------ Given records

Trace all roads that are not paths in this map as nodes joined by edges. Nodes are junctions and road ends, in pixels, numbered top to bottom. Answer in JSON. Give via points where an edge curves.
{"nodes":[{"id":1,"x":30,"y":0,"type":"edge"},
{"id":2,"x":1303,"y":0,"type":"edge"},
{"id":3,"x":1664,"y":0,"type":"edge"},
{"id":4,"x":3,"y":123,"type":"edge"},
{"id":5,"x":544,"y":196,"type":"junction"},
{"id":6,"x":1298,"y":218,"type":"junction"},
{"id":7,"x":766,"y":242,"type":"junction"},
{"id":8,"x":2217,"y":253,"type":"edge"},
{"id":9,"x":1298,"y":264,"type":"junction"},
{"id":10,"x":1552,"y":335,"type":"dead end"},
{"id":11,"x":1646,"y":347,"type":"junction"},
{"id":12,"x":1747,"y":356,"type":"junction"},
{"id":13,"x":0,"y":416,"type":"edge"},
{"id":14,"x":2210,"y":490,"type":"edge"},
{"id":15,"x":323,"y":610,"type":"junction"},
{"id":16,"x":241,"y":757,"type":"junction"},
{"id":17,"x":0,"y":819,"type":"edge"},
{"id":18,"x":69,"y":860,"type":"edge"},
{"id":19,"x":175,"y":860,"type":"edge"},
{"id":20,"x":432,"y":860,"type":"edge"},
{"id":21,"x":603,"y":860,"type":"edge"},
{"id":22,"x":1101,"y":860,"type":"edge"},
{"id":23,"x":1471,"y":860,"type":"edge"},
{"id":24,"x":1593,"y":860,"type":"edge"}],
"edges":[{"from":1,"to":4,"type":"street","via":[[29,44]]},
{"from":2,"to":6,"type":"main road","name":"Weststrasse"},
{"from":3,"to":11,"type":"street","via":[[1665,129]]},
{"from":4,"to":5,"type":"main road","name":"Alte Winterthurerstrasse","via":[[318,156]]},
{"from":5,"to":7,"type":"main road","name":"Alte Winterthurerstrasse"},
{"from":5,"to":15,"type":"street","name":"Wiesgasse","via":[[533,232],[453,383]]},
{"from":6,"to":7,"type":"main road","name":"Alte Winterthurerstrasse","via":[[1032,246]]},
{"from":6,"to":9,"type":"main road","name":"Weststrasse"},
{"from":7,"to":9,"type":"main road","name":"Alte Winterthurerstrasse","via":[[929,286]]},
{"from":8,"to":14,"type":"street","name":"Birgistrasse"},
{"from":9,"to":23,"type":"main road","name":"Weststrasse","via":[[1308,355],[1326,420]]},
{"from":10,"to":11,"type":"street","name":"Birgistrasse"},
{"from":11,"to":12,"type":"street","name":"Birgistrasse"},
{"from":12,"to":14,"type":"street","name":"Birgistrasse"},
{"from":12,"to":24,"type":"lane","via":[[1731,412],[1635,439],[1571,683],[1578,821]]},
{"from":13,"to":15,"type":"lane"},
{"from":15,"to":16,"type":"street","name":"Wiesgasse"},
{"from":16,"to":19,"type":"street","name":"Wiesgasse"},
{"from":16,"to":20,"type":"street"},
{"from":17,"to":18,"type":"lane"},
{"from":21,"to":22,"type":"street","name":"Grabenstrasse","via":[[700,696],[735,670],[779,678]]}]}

------------

▶ Work order: Gather from the entries above all lines that include the string "Birgistrasse".

▶ Output:
{"from":8,"to":14,"type":"street","name":"Birgistrasse"},
{"from":10,"to":11,"type":"street","name":"Birgistrasse"},
{"from":11,"to":12,"type":"street","name":"Birgistrasse"},
{"from":12,"to":14,"type":"street","name":"Birgistrasse"},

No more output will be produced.